Why worth use Synerise Cleora?

Key technical features of Cleora embeddings

The embeddings produced by Cleora are different from those produced by Node2vec, Word2vec, DeepWalk or other systems in this class by a number of key properties:

  • efficiency - Cleora is two orders of magnitude faster than Node2Vec or DeepWalk

  • inductivity - as Cleora embeddings of an entity are defined only by interactions with other entities, vectors for new entities can be computed on-the-fly

  • updatability - refreshing a Cleora embedding for an entity is a very fast operation allowing for real-time updates without retraining

  • stability - all starting vectors for entities are deterministic, which means that Cleora embeddings on similar datasets will end up being similar. Methods like Word2vec, Node2vec or DeepWalk return different results with every run.
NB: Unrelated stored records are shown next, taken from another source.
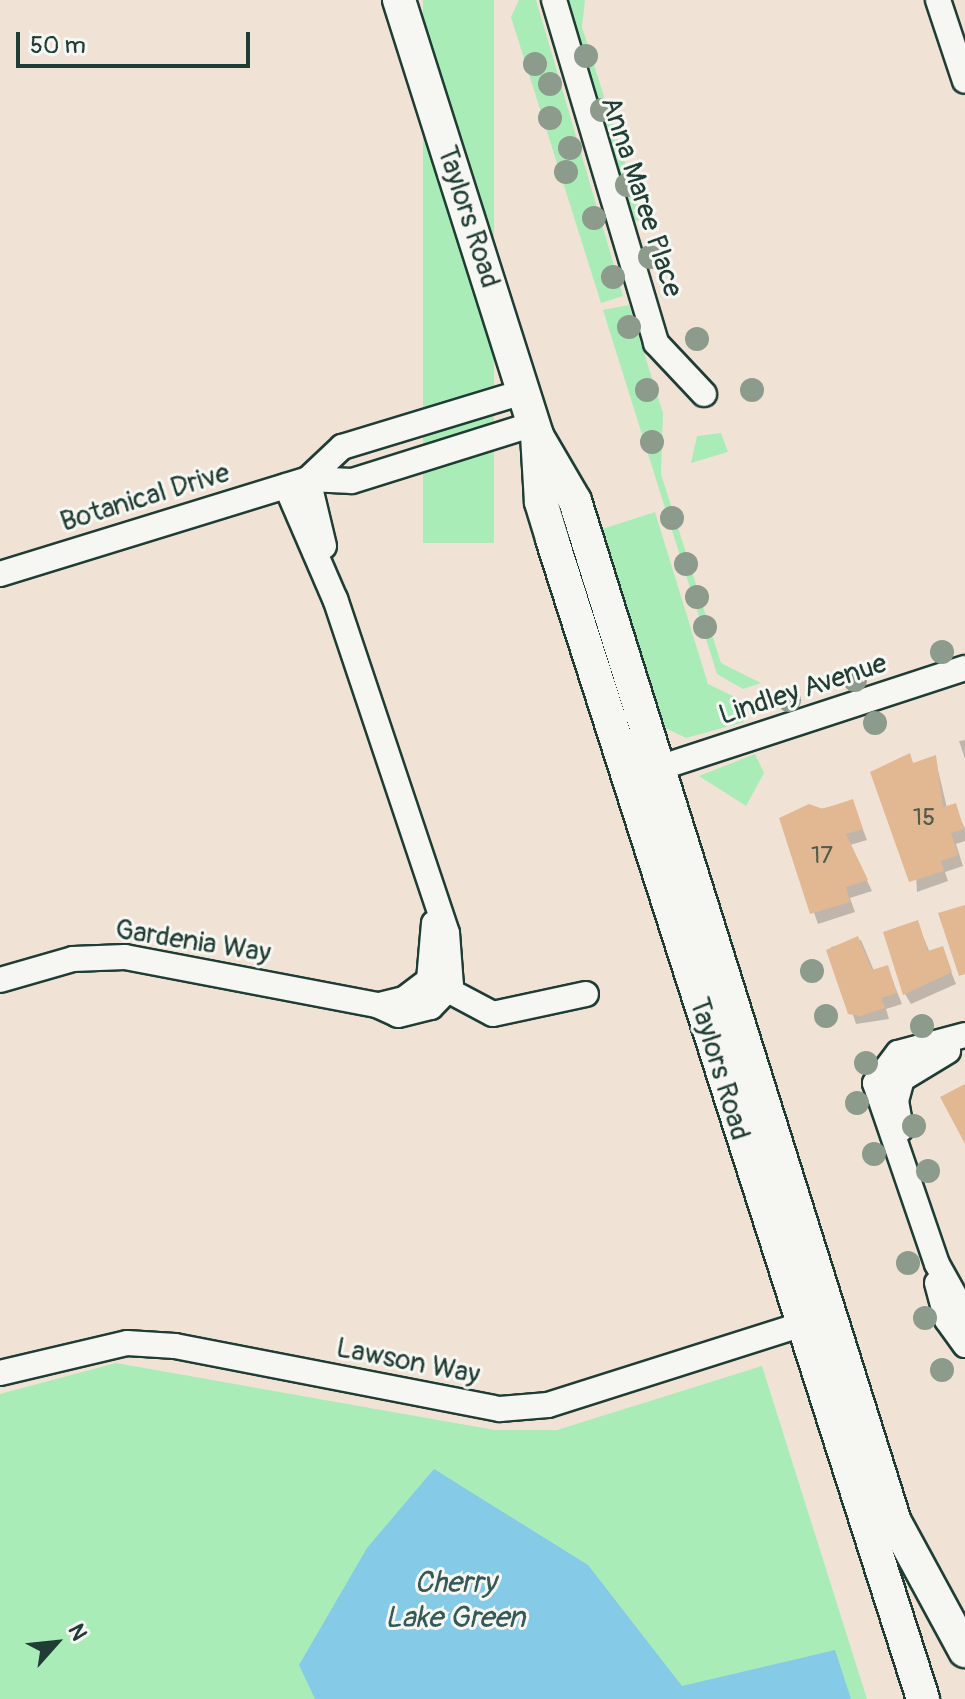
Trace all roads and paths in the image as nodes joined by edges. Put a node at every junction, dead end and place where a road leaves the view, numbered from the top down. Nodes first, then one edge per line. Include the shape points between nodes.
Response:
1 (399, 0) edge
2 (554, 0) edge
3 (938, 0) edge
4 (965, 81) edge
5 (523, 392) junction
6 (704, 394) dead end
7 (535, 430) junction
8 (297, 482) junction
9 (0, 574) edge
10 (965, 668) edge
11 (659, 768) junction
12 (627, 778) junction
13 (0, 980) edge
14 (438, 985) junction
15 (586, 994) dead end
16 (965, 1035) edge
17 (965, 1043) edge
18 (904, 1159) junction
19 (937, 1264) junction
20 (965, 1314) edge
21 (800, 1325) junction
22 (965, 1345) edge
23 (0, 1373) edge
24 (965, 1651) edge
25 (923, 1699) edge

1 - 5 street, Taylors Road
2 - 6 street, Anna Maree Place via 656,343
3 - 4 street
5 - 7 street, Taylors Road
5 - 8 street, Botanical Drive via 342,447
7 - 8 street, Botanical Drive via 352,481
7 - 11 street, Taylors Road via 575,501
7 - 12 street, Taylors Road via 541,502
8 - 9 street, Botanical Drive
8 - 14 street via 432,906 452,951
10 - 11 street, Lindley Avenue
11 - 12 street
11 - 24 street, Taylors Road via 891,1510
12 - 21 street, Taylors Road
13 - 14 street, Gardenia Way via 73,959 125,957 377,1005 398,1015 416,1013
14 - 15 street via 493,1014 511,1015
16 - 18 street via 898,1053 878,1073 876,1094
17 - 18 street via 902,1079 896,1101
18 - 19 street
19 - 20 street
19 - 22 street via 947,1320
21 - 23 street, Lawson Way via 548,1405 500,1409 175,1346 127,1343
21 - 25 street, Taylors Road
  • cross-dataset compositionality - thanks to stability of Cleora embeddings, embeddings of the same entity on multiple datasets can be combined by averaging, yielding meaningful vectors

  • dim-wise independence - thanks to the process producing Cleora embeddings, every dimension is independent of others. This property allows for efficient and low-parameter method for combining multi-view embeddings with Conv1d layers.

  • extreme parallelism and performance - Cleora is written in Rust utilizing thread-level parallelism for all calculations except input file loading. In practice this means that the embedding process is often faster than loading the input data.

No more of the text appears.